> **WHAT YOU WILL DO**
Every line of the records that holds the word "paths" should be copied out.

> **DATASET**
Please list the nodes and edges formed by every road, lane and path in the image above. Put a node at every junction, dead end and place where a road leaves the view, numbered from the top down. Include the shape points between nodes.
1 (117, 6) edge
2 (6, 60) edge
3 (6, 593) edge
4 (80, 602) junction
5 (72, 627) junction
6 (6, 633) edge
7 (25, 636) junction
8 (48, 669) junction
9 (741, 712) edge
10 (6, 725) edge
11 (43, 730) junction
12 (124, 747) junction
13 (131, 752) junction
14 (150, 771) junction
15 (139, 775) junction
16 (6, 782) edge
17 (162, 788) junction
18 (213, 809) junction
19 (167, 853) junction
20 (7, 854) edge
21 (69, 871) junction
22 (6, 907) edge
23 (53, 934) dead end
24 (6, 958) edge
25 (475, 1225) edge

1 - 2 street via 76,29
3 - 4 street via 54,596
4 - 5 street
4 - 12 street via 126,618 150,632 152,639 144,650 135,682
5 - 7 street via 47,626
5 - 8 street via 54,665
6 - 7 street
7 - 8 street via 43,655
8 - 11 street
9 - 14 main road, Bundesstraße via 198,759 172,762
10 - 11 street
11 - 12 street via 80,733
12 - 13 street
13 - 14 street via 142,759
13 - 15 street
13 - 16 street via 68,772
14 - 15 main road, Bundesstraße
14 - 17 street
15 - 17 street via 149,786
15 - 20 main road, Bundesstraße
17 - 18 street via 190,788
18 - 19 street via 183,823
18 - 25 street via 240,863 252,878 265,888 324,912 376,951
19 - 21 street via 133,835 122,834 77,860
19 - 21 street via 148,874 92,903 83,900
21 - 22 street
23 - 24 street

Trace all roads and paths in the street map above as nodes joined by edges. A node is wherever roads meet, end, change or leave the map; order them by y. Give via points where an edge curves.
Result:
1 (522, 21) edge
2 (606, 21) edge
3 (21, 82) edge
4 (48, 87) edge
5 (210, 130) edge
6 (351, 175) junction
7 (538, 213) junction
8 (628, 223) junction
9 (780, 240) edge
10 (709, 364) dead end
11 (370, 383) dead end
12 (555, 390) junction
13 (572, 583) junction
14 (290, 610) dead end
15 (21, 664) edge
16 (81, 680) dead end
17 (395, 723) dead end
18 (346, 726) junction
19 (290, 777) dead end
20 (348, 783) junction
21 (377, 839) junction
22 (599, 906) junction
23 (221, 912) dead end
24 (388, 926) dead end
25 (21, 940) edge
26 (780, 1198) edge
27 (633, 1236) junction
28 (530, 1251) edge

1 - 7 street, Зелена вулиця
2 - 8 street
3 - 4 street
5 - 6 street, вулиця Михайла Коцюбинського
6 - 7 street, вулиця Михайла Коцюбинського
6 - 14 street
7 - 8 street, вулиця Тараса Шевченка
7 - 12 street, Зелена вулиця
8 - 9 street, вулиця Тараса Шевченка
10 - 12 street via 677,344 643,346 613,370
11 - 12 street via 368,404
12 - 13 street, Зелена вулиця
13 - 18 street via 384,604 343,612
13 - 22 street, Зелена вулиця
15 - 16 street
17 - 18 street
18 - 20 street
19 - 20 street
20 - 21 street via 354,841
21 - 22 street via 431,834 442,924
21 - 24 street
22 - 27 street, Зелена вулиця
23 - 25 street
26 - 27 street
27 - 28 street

---

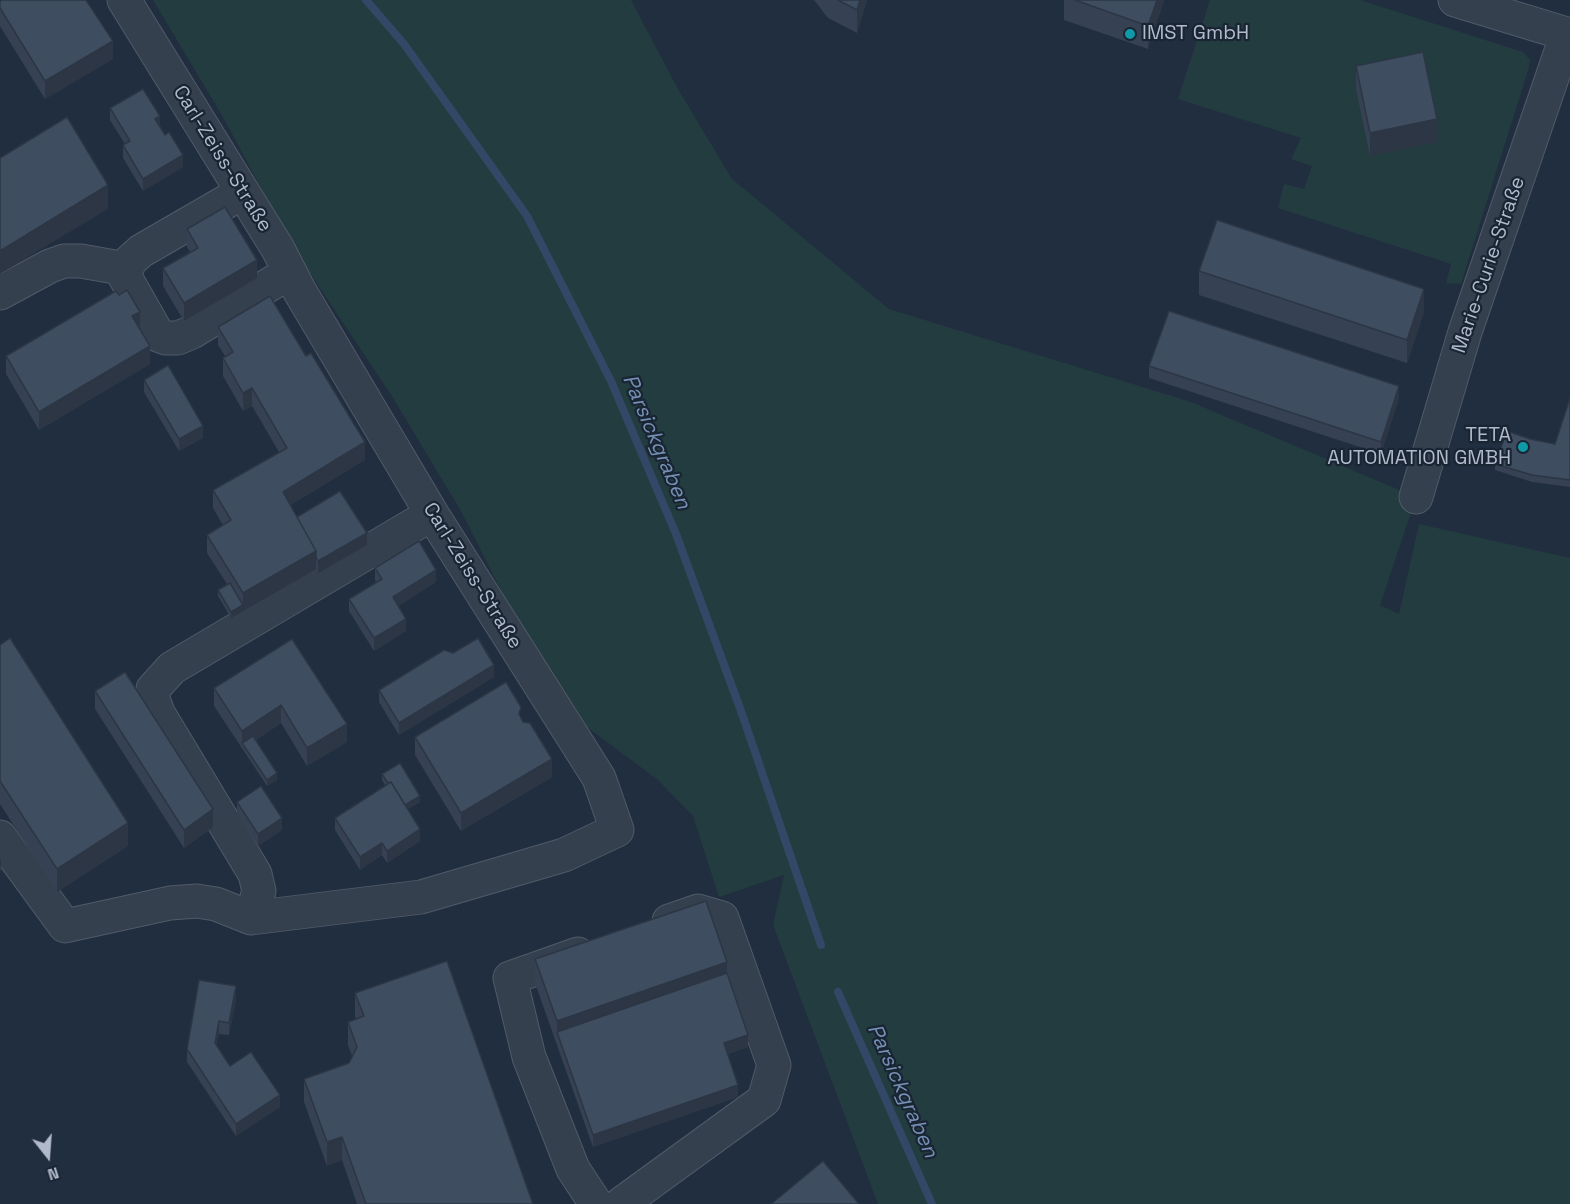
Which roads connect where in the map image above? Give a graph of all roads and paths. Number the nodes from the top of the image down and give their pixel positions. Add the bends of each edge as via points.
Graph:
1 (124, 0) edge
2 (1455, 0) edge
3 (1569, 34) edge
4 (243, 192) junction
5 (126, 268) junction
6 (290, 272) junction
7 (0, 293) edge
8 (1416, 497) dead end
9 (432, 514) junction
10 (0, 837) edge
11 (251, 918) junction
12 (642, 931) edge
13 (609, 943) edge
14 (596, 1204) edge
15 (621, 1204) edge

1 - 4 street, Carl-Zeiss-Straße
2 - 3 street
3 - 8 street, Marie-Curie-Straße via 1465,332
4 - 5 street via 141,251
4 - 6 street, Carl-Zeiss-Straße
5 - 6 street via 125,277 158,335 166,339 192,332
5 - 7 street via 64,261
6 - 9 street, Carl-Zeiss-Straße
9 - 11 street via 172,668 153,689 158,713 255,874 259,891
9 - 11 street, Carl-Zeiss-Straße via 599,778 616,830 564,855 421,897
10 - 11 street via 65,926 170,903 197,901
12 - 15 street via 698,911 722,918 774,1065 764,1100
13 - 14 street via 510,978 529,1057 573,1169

* * *

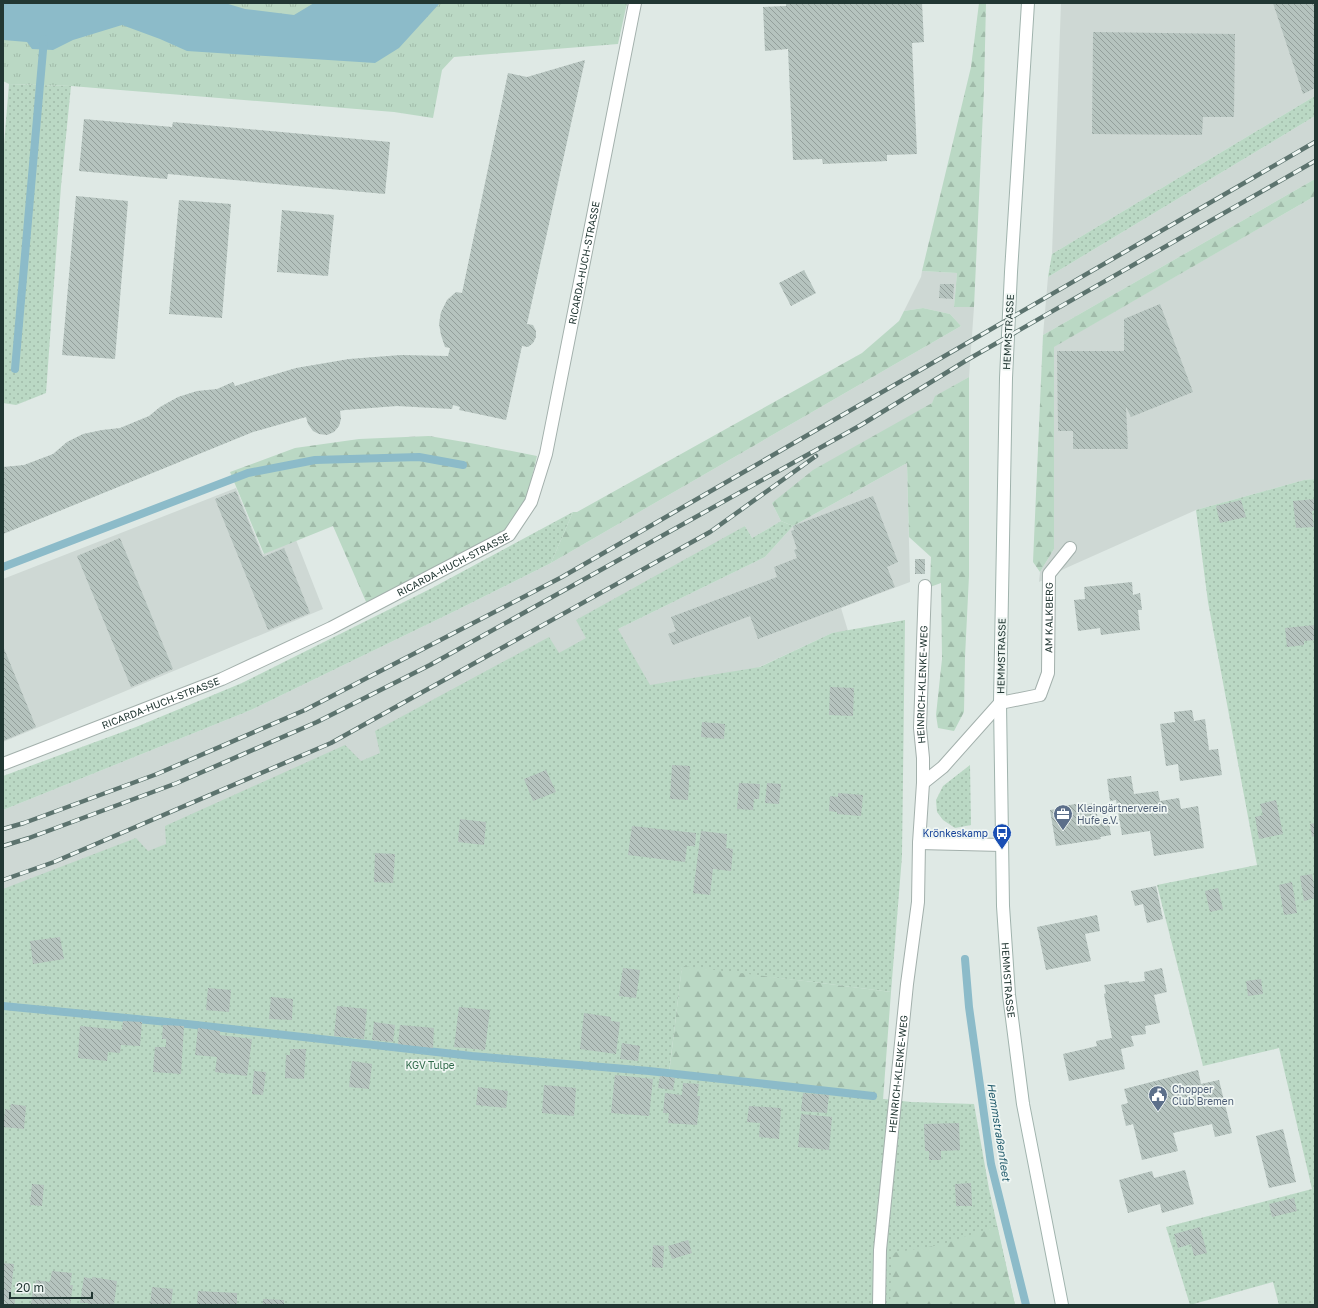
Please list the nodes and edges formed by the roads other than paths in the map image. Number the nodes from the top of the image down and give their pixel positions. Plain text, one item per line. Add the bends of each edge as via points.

> **REPLY TO THE TASK**
Trace all roads and paths in the street map above as nodes joined by edges. A node is wherever roads meet, end, change or leave the map; order them by y. Give via points where an edge curves.
Which roads connect where in the map image above? Give a graph of all roads and paths. Number the nodes from the top of the image down and give their pixel positions. Add the bends of each edge as via points.
Please list the nodes and edges formed by the roads other than paths in the map image. Number the nodes from the top of the image down and give their pixel positions. Plain text, one item per line. Add the bends of each edge as via points.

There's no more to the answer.